E foi esta resolução que colocou Roberto ao volante de uma Kombi velha descendo uma ladeira estreita a toda velocidade na Favela A. Depois de trabalhar bem o vagabundo que tinha armado a palhaçada de um protesto contra a violência do tráfico de drogas na favela e de surrar também sua esposa e o filho mais velhos deles, foi dar um recado explícito a todos que ousassem questionar quem tinha a autoridade ali. Colocou o palhaço na parte de trás do furgão e o largou ao lado de uma vala de esgoto, no coração daquela comunidade. Sem o menor vestígio do garoto curioso que fora um dia, Roberto subiu novamente a ladeira estreita com toda a certeza de que o esperava a aprovação do chefe e uma cerveja gelada.

sexta-feira, 14 de janeiro de 2011

Pequeno Infortúnio

O grande salão estava repleto de pessoas iluminadas por uma luz suave. Eram dezenas de casais que se aventuravam por aqueles sofás de couro de alguma forma, dispostos a transcender aquilo que muitos chamariam de uma "vida sexual monogâmica". Em uma primeira tentativa ou como verdadeiros habitués, homens e mulheres levavam seus pares pelo recinto em busca de algo excitante para ver ou, quem sabe, fazer.

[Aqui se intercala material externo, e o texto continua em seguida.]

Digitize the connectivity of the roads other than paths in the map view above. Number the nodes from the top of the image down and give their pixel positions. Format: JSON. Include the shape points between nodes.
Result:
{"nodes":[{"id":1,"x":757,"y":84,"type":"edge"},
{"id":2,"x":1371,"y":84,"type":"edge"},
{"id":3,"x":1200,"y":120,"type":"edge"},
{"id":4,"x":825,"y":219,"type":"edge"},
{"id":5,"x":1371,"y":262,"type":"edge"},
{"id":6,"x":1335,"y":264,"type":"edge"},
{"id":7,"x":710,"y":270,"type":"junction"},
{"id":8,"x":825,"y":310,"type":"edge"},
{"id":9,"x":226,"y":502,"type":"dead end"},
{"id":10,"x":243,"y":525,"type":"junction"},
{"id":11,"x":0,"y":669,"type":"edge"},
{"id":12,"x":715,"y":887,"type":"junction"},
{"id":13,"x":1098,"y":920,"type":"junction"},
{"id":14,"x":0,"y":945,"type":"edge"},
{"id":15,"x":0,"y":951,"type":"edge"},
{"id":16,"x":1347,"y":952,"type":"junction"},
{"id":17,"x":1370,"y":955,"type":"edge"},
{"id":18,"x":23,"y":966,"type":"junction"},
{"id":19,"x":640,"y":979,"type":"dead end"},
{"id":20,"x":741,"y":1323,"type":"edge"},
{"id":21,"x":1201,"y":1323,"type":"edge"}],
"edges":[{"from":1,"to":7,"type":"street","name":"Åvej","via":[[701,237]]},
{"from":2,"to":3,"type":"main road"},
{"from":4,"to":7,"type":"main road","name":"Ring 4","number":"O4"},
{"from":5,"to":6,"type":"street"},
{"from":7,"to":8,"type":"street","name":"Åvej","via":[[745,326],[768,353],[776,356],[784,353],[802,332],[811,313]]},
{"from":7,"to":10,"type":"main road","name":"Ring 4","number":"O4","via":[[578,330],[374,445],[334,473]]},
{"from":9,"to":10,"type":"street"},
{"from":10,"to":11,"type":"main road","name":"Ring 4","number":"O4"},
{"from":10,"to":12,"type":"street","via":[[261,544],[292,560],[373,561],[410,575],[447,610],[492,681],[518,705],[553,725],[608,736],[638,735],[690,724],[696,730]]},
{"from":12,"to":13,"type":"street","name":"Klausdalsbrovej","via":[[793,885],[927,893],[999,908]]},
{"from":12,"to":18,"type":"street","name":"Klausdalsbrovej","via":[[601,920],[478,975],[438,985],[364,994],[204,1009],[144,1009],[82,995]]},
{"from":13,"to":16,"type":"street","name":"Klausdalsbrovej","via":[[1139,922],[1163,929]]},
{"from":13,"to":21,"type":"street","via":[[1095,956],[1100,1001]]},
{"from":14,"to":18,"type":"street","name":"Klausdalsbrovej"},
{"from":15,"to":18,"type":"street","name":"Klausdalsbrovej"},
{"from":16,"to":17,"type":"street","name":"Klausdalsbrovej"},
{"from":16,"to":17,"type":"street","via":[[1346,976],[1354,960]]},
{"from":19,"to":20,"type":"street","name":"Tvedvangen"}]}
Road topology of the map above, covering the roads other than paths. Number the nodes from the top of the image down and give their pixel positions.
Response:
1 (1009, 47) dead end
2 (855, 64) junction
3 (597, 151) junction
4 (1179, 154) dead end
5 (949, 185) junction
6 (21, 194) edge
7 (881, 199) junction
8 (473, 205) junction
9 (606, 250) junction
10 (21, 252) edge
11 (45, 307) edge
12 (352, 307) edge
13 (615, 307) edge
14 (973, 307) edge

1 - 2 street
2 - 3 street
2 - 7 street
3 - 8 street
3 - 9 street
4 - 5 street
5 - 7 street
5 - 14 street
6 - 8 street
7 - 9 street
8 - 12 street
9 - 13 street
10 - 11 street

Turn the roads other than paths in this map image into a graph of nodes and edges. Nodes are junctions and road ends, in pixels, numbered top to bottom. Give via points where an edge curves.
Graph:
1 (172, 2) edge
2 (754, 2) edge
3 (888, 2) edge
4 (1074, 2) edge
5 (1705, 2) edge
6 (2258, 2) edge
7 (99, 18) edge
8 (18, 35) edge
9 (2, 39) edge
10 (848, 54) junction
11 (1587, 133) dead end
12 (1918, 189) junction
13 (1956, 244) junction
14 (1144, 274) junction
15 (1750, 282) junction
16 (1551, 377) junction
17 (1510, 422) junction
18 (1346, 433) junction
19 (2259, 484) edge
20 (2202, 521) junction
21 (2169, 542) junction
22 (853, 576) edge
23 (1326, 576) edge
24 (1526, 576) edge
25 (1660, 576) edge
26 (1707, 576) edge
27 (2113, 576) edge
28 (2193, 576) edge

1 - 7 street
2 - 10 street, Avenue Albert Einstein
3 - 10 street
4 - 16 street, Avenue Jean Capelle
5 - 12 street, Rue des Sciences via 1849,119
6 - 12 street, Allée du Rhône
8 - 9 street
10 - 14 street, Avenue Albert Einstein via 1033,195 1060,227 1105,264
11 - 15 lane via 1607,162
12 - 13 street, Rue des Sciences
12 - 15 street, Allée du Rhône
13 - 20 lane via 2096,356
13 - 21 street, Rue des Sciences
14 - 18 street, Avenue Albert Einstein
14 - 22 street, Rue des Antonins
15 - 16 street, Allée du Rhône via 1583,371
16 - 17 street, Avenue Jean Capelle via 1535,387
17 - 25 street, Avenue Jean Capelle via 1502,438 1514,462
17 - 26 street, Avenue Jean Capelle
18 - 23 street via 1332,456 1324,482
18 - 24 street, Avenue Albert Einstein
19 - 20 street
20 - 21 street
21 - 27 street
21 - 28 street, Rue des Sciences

Entre os homens de todos os matizes que ali se encontravam estava também Ernesto. Ele não tinha exatamente um físico "possante", embora naquele mesmo lugar se encontrassem outros indivíduos bem piores do que ele. Ao contrário do que se poderia pensar, não levava uma vida "selvagem", sendo a maior "loucura" que cometera até então o episódio em que, frustrado em ter seu carro estragado no dia dos namorados, se contentou em levar Sílvia ao motel de ônibus mesmo. Aliás, Sílvia era sua acompanhante neste programa tão pouco usual.

Sobre Sílvia, podemos dizer que aceitou o convite para visitar a casa de suíngue com muito mais efusão do que Ernesto imaginava. O convite surgiu não entre lençóis nem tampouco em um arroubo de lascívia, mas em uma mesa de bar, quando Ernesto havia passado um pouco da conta em termos de álcool. Quando solicitado a colaborar com o rumo que sua incursão noturna tomaria na companhia de Sílvia e dos demais amigos, Ernesto só disparou uma única palavra: suruba. Na manhã seguinte, pronto para se desculpar pelo seu comportamento inadequado, foi surpreendido por Sílvia munida de um papel em que estavam anotados o nome, o endereço e o valor do investimento na mencionada casa de troca de casais.

Dessa maneira, se encontrava todos alí naquele momento: Ernesto, Sílvia e diversos outros casais cobiçosos dos pares alheios. Enquanto buscava se ambientar, nosso estreante na arte da libertinagem punha seus olhos nos convivas, reparando em seus modos e atitudes, quando percebeu (e não sem um certo espanto, é preciso dizer) um cutucão por trás. Antes que pudesse defender sua hombridade ante estranho que chamava sua antenção de uma forma tão canhestra, Ernesto ouviu:

- Haroldo!
- Ernesto.
- Hã?
- Meu nome é Ernesto.
- Você não não é o filho da dona Mira?
- Sim, sou eu mesmo.
- E não me reconhece?
- Claro que não!
- Ah, que bobagem! Com esta máscara não tinha como reconhecer mesmo. Espera. E agora?
- Ainda não.
- Sou eu! O Vavá!
- Quem?!
- O Valdomiro, filho da Marizete e do Agenor, que morava três casas depois da sua. Nós jogávamos futebol juntos.
- Ah. Pois é. Como vai?
- Levando, levando. E você, vem sempre aqui?
- Não, é a primeira vez.
- E veio sozinho?
- Não, vim com a minha noiva. Onde ela foi se meter?
- Veja só! Noivo, hein? Então se livrou daquela safada que você namorava naquela época?
- Na verdade, é com ela que eu noivei, a Sílvia.
- Opa. Não leve a mal. Safada é um modo figurado de falar. Tipo "venceu na vida, a safada". Entendeu? Na verdade, sempre achei ela uma moça muito recatada.
- Sei. Não me leve a mal, mas eu preciso ir andando.
- Claro, claro. Safado.

E com um meio sorriso nos lábios, Ernesto saiu à procura de Sílvia, que suportava com abnegada bravura uma dupla penetração naquele momento.